Azim Premji is India’s biggest, most generous giver. He donated Rs.7,904 crore last year – or approximately Rs.22 crore a day – to top the EdelGive Hurun Philanthropy List 2020. Premji is followed by Shiv Nadar (with Rs.795 crore) and Mukesh Ambani (Rs.458 crore). Mumbai, it seems, is home to the largest number of philanthropists in the country (36), followed by Delhi and Bangalore. Education remained the cause of choice to donate to, followed by healthcare.

India Inc has also opened its purse strings more than usual this year, by giving Rs.12,050 crore – an increase of 175 per cent from last year.

The report, which reaches out to individual rather than company givers, features 112 philanthropists, up about 12 per cent since last year.

This year, the list tracks donations in cash or equivalent amounts of Rs.5 crore and above over the last financial year, and does not include any Covid-related giving.

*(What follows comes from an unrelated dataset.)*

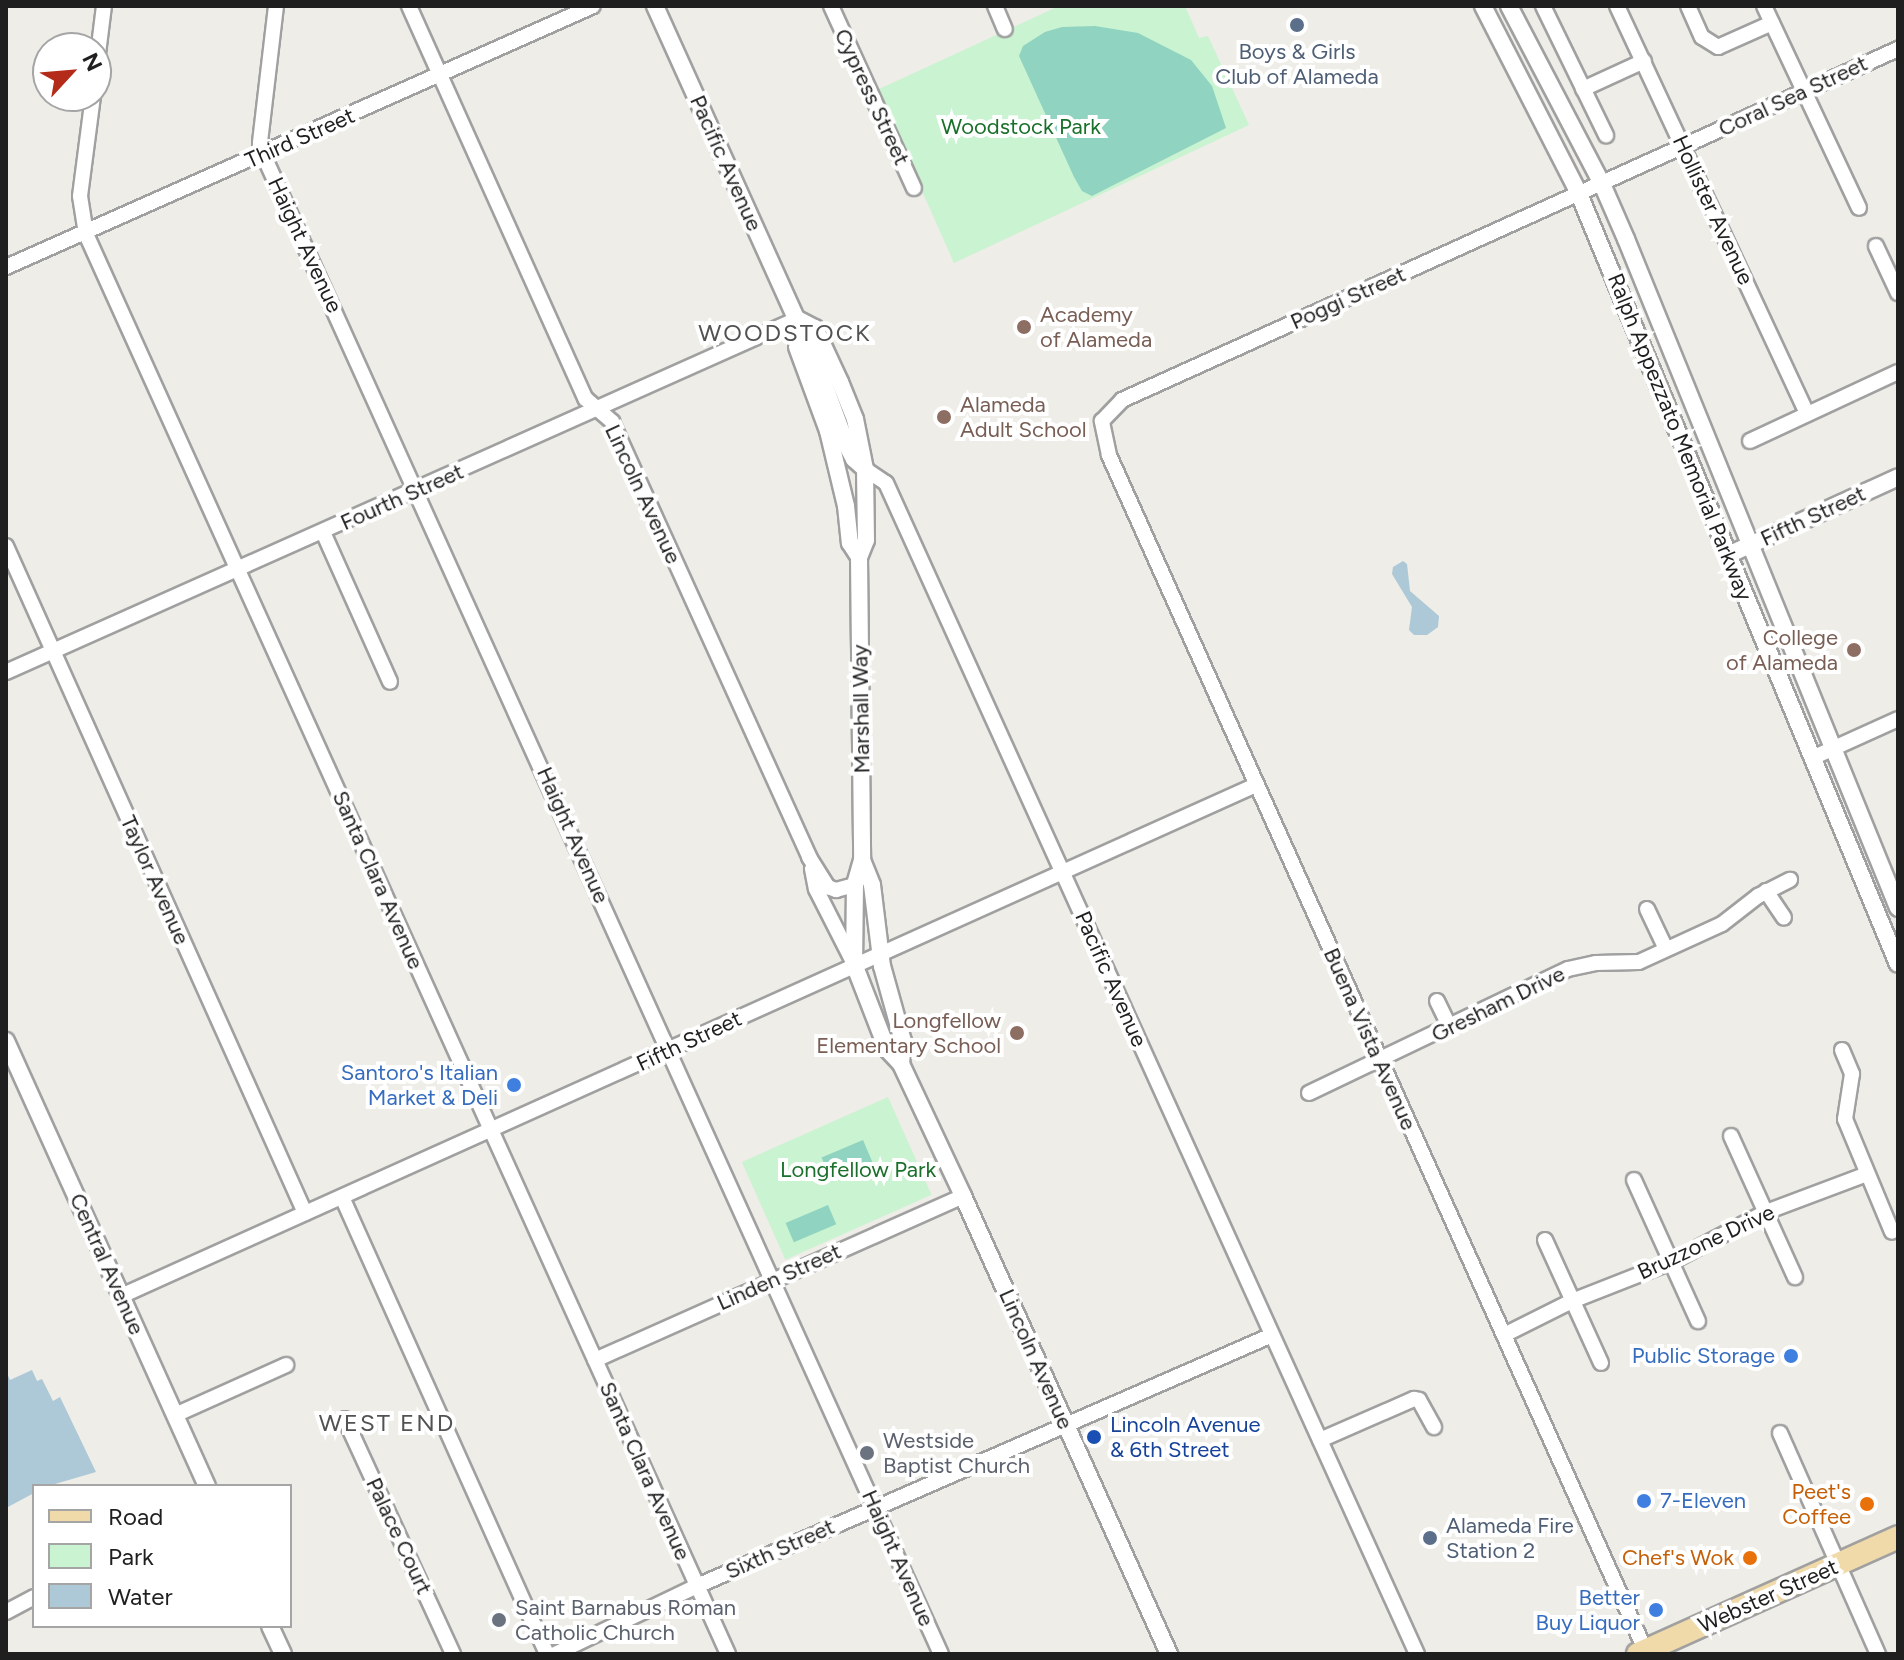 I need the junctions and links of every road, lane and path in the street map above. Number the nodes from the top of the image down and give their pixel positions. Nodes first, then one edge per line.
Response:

Mumbai couple Archana and Amit Chandra, with their donations of Rs.27 crore through their ATE Foundation, were the first professionals (rather than promotors) to make the list, while former Flipkart co-founder Binny Bansal, at 37, was the youngest philanthropist, giving Rs.5.3 crore. The list also included seven women, led by Rohini Nilekani, who gave Rs.47 crore.

Two Mumbai-based philanthropists debuted this time in the Top 10, including Kumar Mangalam Birla and the Hinduja brothers.

“Data for individual philanthropy is not readily available,” says Vidya Shah, chairperson and CEO of EdelGive Foundation.

“We have to triangulate a lot to get a reasonable sense of giving in the country. As India moves towards becoming a middle-income country, the evolving patterns of giving provide clues to what are the issues that need tackling. This encourages more strategic giving by philanthropists.” Shah adds that the list is also aspirational.

“I believe that the people on this list truly want to participate in the making of a more just and equal society. Th report acknowledges strategic giving that is already happening, and can be a guiding light for those who want to give.”

Anas Rahman Junaid, MD and Chief Researcher of Hurun India, says: “In India, where philanthropy is kept a secret, this recognises donations and gets future generations active. It also helps philanthropists align their causes and start discussions about giving.” He adds: IT shows the more responsible side of wealth creation.” Indeed, he believes that if every high networth individual in India who is engaged in giving agreed to be a part of the list, it would have “at least 300 to 500 people”.